City leaders soon could have a clearer, more accurate and quicker way to predict how their decisions will affect future traffic problems. The groundbreaking computer modeling system someday could be used across the state to help prevent – or at least lessen – traffic headaches years in advance.
Andrew Hecker, project manager for engineering firm Moffatt & Nichol, told the Suffolk Economic Development Authority Board on Wednesday that the city and Isle of Wight County have received a $450,000 state grant to pursue the technology in a joint project.
The tool will allow city planners to run different development scenarios and instantly see how each affects traffic patterns. For instance, a planner could change the zoning of part of the city from residential to industrial and project how that would affect traffic patterns 25 years later.
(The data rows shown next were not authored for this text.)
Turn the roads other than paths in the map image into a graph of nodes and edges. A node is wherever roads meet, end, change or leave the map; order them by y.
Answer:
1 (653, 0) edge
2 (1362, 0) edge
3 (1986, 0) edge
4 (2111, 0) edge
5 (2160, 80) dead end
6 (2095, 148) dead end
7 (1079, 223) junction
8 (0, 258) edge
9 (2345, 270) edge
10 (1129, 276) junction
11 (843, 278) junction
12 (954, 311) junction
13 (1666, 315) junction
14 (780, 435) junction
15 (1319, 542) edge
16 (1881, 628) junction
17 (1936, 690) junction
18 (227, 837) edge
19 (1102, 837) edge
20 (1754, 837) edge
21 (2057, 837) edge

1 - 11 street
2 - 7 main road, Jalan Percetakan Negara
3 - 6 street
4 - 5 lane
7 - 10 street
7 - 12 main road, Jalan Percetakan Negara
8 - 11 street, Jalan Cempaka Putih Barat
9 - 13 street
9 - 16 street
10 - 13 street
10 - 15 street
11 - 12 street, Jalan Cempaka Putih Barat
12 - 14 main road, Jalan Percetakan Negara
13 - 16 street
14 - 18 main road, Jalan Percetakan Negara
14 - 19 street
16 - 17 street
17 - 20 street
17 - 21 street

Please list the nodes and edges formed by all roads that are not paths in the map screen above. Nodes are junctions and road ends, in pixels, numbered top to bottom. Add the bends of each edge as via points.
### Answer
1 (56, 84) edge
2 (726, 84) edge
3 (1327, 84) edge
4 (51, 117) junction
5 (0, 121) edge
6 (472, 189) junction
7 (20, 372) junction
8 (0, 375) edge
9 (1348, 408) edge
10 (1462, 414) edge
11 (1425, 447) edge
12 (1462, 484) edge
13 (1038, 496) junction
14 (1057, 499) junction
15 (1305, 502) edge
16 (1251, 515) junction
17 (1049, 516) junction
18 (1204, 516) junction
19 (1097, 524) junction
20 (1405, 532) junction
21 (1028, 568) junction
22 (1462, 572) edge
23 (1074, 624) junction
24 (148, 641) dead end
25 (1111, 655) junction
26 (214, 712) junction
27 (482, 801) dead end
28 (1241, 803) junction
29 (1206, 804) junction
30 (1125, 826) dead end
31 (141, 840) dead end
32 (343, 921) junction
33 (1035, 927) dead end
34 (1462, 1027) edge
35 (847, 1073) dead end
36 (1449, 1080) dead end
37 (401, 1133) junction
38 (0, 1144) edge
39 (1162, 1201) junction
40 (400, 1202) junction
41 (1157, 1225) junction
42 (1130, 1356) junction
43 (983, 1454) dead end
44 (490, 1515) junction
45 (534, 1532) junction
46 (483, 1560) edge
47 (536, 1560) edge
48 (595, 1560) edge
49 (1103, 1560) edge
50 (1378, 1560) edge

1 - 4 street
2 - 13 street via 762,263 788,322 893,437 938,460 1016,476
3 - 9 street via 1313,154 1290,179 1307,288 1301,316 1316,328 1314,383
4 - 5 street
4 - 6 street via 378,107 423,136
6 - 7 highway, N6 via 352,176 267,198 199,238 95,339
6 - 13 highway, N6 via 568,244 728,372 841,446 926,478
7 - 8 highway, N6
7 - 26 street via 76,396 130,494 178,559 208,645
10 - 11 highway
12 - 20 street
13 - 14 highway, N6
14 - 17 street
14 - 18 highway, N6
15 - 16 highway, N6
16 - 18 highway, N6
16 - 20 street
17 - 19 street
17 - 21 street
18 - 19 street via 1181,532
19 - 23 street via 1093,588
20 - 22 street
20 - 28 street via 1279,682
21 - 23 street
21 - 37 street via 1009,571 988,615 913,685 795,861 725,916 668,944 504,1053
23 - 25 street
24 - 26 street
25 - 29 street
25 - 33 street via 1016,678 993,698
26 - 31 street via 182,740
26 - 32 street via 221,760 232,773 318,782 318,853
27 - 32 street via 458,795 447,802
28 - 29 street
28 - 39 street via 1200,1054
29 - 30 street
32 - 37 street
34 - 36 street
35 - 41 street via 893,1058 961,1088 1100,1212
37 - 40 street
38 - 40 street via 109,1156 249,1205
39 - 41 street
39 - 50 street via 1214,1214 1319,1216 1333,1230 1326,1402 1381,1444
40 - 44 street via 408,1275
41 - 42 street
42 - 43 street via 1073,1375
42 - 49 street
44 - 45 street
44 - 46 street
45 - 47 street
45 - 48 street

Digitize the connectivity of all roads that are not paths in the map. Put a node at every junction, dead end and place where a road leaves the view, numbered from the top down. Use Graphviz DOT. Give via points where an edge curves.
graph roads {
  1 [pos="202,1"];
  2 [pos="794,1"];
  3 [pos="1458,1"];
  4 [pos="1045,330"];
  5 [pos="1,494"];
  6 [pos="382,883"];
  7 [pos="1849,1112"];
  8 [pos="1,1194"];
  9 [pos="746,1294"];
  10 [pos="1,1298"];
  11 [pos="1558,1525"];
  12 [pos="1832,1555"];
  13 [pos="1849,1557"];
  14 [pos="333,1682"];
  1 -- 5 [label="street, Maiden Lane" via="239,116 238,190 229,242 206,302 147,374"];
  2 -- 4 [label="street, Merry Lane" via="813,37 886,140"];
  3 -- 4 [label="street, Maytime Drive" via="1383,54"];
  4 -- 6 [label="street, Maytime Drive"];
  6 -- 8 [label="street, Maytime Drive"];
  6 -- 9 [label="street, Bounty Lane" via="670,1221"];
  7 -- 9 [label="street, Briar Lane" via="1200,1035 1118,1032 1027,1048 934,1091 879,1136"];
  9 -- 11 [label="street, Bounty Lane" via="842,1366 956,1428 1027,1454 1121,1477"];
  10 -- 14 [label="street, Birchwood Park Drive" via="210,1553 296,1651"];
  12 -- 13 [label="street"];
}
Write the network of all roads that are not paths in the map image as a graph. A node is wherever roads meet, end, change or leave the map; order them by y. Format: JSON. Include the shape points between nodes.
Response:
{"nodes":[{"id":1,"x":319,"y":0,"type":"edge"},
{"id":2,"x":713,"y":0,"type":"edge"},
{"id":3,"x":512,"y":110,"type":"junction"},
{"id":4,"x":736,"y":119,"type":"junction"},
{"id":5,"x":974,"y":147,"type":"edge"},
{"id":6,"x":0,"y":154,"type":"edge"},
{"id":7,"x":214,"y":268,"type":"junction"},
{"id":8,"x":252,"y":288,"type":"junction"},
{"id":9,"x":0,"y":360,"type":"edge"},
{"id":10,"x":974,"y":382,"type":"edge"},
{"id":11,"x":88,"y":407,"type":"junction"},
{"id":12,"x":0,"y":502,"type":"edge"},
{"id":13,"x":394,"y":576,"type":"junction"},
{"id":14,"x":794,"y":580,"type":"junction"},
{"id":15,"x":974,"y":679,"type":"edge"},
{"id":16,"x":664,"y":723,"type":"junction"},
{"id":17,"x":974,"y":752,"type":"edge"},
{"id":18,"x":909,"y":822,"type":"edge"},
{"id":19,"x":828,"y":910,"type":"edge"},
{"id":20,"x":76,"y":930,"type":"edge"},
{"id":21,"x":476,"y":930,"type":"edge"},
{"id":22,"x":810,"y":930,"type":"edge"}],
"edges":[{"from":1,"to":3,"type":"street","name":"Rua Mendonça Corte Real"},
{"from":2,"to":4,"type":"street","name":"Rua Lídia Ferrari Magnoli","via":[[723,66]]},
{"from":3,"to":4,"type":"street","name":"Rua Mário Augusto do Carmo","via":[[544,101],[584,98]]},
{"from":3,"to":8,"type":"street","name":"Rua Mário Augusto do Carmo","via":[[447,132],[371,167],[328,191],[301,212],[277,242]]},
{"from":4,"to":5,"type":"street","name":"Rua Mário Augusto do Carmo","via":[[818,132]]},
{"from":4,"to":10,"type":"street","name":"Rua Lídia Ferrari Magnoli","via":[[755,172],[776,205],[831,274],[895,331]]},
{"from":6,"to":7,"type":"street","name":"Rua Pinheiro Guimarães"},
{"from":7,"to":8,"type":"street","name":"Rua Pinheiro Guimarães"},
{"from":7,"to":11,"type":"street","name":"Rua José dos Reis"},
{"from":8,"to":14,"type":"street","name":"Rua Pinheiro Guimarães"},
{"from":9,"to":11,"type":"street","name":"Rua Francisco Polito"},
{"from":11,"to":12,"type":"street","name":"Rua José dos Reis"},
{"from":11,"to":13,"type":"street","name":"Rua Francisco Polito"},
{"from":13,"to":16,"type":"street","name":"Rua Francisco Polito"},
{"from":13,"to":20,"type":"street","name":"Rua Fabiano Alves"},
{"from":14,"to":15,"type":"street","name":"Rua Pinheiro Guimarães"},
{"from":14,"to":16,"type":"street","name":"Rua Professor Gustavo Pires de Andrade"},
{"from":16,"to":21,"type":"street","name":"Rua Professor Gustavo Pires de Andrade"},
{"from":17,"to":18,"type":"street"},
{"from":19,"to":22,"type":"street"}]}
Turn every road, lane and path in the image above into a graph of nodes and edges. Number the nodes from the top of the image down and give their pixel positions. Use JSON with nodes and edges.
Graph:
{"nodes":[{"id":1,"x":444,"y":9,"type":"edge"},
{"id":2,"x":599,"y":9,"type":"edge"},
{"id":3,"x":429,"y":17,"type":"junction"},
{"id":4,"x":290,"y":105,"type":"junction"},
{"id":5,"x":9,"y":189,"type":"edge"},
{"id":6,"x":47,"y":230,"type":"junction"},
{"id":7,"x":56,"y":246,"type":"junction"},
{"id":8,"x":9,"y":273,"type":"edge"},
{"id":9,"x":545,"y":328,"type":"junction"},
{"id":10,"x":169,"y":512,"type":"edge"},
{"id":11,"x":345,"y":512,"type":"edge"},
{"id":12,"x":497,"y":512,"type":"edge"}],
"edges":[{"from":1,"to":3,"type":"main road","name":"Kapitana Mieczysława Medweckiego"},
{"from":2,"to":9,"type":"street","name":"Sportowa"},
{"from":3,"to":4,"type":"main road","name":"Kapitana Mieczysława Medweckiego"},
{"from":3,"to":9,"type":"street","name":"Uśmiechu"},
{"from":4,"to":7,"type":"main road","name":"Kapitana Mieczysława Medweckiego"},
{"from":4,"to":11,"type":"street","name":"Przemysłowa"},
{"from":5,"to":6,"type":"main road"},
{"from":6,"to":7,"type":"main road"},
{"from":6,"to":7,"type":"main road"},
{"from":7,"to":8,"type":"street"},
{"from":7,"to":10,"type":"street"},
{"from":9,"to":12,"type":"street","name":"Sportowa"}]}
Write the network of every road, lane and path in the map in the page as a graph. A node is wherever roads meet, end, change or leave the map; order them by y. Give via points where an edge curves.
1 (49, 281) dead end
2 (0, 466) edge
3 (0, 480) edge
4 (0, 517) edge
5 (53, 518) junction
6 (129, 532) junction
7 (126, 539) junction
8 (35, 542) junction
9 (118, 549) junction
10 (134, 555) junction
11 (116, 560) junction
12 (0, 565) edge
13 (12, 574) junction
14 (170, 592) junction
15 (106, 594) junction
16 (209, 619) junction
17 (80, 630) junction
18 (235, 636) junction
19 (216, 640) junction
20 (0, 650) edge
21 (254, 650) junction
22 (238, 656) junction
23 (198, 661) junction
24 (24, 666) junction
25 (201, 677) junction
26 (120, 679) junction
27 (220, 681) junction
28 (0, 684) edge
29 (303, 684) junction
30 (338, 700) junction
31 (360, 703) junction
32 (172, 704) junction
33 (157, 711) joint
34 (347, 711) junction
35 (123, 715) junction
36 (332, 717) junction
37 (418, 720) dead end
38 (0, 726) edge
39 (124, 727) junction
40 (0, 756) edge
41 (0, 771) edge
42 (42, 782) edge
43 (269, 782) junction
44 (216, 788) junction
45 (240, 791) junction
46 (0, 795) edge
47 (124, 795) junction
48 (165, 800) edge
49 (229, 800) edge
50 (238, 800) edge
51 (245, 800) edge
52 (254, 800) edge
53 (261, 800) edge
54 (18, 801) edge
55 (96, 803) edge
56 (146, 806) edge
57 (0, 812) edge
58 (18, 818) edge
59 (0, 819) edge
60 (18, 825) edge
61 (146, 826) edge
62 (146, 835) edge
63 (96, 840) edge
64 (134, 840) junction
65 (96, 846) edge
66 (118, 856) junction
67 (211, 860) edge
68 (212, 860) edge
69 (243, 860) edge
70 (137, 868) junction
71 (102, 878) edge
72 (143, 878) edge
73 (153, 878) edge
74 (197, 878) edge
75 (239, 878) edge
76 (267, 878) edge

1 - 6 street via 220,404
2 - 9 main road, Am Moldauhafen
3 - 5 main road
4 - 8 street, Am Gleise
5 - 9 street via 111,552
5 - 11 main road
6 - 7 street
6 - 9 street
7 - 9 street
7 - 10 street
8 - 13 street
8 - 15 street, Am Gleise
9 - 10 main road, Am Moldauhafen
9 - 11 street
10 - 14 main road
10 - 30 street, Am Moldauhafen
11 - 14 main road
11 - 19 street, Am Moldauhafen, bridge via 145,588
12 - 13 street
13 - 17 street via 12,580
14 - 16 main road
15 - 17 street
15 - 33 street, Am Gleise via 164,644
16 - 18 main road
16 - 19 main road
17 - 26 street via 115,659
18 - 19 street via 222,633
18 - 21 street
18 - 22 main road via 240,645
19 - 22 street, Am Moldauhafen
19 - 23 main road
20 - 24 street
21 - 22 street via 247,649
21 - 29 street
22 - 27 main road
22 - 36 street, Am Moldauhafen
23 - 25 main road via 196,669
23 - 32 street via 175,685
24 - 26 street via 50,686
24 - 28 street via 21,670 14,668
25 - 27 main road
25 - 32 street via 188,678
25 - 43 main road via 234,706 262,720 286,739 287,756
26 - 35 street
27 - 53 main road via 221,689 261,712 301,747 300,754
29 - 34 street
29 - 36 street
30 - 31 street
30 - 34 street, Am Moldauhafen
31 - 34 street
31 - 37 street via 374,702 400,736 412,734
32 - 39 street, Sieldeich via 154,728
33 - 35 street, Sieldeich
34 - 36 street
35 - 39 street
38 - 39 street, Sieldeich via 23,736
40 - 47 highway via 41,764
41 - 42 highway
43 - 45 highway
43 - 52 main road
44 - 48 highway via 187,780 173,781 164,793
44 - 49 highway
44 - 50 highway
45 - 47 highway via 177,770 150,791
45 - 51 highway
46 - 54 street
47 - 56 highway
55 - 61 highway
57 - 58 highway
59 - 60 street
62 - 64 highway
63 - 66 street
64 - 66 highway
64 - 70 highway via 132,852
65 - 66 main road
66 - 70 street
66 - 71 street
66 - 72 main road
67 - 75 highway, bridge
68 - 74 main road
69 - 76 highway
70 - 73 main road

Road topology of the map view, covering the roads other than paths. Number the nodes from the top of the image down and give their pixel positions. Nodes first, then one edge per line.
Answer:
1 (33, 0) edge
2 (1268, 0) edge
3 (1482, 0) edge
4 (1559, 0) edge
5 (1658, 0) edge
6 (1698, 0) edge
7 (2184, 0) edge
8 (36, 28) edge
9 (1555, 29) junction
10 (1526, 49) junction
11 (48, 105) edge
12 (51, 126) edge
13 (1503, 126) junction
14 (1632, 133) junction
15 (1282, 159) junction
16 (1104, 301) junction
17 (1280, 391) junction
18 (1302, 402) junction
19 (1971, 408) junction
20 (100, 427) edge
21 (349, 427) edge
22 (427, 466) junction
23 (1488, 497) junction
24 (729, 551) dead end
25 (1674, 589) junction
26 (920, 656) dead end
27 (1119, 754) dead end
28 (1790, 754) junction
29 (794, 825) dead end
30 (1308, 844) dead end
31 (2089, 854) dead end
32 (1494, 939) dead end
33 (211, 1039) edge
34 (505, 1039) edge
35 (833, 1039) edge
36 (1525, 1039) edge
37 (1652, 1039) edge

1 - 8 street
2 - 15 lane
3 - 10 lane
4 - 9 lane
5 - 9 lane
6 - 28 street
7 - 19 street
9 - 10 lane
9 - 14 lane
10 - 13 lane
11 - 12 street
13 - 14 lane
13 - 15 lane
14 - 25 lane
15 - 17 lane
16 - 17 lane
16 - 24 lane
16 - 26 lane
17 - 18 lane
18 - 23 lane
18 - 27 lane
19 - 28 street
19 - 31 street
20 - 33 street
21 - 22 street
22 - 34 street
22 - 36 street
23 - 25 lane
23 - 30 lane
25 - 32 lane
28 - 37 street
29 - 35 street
It'll be as easy as scrolling over part of a map and saying, "Here's a whole bunch of stuff that's green, make it yellow," Hecker said. Eric Nielsen, Suffolk's director of public works, said he knows of nothing else like it in the world of planning. "I think it's a wonderful tool," he said.
The model will use data from the city's Geographic Information System and the state Department of Transportation. It will allow users to change a host of variables, such as speed limits and the number of lanes on a road. "The good thing about the model is, just change and see" what happens, said Hecker, whose firm helped develop the proposal.
In one rudimentary example, Hecker showed how a change in zoning created a red line on one road, signifying a "transportation deficiency." The system also will allow users to change how they rank the deficiencies. A planner could tell the model to give greater weight to environmental, quality of life or economic factors, Hecker said.